ASSIGNED TASK → Search the records below for the word "wherever". Pull out each line that has it.

------ EXTRACTED DATA

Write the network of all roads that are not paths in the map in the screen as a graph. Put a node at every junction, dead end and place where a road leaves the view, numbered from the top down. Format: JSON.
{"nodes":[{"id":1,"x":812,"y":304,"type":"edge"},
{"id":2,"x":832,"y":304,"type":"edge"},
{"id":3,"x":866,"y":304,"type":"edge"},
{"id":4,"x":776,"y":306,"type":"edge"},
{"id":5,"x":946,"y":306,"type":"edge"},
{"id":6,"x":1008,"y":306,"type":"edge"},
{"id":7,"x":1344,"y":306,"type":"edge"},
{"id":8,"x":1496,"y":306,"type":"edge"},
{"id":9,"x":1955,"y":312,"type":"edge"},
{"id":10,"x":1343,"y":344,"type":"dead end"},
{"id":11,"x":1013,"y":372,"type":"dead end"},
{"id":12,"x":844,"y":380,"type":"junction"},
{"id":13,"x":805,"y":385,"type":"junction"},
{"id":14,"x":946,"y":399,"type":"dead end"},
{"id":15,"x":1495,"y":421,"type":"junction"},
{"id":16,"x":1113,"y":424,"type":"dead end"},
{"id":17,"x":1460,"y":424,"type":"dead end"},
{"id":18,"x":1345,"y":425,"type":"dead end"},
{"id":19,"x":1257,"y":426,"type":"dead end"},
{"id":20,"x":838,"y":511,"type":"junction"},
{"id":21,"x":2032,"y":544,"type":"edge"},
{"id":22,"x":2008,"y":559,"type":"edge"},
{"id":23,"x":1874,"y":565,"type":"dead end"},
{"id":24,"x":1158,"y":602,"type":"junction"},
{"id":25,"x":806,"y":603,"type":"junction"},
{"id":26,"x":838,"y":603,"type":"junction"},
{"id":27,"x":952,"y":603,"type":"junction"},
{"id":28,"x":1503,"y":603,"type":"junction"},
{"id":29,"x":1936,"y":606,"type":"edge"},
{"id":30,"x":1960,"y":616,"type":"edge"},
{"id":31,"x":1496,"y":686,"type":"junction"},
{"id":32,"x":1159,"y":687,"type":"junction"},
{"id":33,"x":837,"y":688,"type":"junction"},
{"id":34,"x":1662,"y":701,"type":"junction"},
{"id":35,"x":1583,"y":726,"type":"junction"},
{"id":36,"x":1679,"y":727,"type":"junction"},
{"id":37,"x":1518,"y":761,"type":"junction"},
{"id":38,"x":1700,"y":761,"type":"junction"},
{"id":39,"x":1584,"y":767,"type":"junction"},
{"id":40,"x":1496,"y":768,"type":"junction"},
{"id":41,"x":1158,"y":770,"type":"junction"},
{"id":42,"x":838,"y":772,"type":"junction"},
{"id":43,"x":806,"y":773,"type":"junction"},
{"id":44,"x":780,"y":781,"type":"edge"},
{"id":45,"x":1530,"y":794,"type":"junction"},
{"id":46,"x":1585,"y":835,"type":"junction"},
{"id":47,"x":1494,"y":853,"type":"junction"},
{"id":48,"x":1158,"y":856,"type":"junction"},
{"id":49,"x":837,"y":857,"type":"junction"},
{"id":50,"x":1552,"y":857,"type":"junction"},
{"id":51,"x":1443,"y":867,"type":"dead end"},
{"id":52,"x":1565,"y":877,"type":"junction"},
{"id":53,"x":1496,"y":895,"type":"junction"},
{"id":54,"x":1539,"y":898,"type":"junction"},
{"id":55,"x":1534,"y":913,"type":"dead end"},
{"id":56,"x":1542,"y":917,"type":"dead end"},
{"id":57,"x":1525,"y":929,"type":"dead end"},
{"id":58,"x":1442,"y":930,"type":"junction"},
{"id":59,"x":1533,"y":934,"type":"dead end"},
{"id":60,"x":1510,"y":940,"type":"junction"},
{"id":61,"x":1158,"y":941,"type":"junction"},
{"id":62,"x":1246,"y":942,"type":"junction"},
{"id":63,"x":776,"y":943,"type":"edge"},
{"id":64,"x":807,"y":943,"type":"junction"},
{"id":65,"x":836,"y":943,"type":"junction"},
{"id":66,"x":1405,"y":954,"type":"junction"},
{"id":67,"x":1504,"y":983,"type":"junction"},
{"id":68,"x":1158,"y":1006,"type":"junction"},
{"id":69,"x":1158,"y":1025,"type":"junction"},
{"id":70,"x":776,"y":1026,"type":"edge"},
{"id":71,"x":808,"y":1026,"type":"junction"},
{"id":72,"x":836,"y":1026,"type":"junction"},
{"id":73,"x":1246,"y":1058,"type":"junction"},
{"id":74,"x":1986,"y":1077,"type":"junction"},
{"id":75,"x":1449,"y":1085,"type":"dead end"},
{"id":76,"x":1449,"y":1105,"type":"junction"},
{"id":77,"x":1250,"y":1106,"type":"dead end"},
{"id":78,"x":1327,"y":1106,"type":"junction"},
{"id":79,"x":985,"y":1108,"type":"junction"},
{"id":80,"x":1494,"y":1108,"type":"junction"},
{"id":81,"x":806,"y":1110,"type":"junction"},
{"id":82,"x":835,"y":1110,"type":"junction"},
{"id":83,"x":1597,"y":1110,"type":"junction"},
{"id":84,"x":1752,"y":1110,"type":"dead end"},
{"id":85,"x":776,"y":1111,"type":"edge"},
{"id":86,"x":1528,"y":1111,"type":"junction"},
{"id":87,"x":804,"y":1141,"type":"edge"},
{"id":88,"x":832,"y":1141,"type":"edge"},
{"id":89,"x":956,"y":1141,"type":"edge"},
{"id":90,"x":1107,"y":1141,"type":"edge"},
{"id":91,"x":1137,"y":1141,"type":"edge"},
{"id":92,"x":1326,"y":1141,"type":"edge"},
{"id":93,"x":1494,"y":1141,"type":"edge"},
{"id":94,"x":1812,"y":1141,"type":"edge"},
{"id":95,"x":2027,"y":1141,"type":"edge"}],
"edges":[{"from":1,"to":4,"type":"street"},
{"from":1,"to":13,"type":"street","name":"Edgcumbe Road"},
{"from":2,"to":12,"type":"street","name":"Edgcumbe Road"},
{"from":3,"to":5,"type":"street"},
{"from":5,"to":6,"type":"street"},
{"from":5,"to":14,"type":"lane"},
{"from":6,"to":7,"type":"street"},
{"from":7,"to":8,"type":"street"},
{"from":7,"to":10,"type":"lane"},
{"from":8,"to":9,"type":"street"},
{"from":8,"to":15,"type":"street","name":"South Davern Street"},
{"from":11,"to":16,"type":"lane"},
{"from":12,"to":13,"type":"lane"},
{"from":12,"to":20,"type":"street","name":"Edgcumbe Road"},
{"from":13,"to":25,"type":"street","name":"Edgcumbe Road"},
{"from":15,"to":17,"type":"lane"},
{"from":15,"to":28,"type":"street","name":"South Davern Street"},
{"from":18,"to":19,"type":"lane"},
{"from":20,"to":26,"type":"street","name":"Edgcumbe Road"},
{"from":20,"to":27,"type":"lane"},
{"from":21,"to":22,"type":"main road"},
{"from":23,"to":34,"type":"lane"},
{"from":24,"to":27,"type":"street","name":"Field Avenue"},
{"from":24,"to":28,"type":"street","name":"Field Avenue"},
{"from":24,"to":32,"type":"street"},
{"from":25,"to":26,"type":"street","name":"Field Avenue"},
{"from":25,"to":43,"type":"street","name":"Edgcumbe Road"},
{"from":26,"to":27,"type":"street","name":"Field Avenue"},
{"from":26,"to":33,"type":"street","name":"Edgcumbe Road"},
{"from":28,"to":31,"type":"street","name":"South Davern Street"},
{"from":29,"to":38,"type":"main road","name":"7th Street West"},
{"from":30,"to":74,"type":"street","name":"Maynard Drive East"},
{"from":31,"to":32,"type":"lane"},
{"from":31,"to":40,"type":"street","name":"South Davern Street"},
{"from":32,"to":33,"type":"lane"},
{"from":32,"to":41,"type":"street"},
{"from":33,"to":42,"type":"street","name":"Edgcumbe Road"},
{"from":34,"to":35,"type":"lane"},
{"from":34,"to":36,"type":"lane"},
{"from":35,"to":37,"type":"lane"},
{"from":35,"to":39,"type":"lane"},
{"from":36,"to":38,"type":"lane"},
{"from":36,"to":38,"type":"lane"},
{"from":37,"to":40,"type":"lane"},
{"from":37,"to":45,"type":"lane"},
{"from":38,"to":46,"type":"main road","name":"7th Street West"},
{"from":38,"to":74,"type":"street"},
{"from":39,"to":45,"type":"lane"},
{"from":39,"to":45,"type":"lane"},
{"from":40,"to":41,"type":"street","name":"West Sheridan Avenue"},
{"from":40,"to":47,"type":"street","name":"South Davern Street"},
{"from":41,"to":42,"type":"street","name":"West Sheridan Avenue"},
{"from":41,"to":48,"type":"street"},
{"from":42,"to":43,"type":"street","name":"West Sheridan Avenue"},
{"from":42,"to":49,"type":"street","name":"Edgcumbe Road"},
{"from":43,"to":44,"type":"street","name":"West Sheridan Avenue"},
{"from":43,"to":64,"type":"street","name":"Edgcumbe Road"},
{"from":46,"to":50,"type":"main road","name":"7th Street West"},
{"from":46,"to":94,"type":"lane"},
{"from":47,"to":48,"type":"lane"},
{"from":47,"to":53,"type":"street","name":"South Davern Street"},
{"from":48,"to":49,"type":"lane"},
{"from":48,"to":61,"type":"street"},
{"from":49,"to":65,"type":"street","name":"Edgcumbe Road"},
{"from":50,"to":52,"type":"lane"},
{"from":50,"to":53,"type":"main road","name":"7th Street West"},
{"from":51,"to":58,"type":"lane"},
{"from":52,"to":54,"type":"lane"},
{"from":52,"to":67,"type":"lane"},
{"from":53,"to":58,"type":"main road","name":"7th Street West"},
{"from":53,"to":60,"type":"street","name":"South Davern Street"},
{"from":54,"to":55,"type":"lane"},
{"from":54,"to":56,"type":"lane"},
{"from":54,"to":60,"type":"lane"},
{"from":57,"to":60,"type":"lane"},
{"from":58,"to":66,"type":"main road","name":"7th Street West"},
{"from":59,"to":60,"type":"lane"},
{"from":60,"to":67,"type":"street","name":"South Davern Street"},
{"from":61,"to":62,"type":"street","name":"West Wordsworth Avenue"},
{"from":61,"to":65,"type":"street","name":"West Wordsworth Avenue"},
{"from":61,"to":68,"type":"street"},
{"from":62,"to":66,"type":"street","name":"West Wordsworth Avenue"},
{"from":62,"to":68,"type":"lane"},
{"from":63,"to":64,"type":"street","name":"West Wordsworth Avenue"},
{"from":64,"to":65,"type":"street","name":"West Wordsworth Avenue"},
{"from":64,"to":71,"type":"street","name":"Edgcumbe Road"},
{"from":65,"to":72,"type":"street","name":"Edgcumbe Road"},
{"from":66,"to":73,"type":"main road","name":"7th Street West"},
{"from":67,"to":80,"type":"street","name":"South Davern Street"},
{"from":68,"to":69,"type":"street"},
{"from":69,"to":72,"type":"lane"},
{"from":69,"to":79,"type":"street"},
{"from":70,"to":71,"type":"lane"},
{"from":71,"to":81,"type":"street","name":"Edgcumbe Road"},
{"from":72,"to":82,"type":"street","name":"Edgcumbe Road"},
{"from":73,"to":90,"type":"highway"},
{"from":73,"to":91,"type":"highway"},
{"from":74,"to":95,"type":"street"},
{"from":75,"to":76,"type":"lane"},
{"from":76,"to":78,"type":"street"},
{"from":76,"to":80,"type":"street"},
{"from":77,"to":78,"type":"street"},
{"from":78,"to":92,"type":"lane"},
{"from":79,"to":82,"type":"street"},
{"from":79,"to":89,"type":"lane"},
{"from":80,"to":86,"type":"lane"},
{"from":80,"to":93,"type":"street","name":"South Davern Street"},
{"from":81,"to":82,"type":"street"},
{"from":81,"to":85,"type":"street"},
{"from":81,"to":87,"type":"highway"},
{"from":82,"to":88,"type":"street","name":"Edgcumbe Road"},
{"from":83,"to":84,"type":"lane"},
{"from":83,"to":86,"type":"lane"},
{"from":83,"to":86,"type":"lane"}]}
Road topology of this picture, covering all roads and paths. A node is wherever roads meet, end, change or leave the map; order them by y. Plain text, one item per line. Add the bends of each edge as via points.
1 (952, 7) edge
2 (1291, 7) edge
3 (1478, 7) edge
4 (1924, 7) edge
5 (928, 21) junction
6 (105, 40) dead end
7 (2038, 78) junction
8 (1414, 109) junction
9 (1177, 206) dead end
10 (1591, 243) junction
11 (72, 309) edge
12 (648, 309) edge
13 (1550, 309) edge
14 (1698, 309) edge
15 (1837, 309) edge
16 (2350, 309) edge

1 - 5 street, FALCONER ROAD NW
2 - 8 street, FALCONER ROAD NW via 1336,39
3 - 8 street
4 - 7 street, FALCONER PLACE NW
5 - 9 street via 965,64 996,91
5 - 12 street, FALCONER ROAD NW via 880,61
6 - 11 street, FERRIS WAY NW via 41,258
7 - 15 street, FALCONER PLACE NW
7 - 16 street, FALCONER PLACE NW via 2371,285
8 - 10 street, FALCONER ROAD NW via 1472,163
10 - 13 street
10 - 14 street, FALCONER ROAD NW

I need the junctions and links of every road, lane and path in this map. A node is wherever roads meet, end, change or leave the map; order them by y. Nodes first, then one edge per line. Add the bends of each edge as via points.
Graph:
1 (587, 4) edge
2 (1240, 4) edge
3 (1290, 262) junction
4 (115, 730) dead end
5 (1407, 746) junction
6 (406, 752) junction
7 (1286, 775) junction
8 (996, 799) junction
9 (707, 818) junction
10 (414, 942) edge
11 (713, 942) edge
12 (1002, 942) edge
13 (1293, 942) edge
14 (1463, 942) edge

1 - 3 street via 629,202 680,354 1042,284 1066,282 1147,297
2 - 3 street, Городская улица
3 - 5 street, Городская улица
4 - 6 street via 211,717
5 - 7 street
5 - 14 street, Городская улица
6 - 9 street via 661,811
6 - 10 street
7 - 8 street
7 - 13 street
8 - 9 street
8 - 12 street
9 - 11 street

------------

RESPONSE BOX →
Road topology of this picture, covering all roads and paths. A node is wherever roads meet, end, change or leave the map; order them by y. Plain text, one item per line. Add the bends of each edge as via points.
I need the junctions and links of every road, lane and path in this map. A node is wherever roads meet, end, change or leave the map; order them by y. Nodes first, then one edge per line. Add the bends of each edge as via points.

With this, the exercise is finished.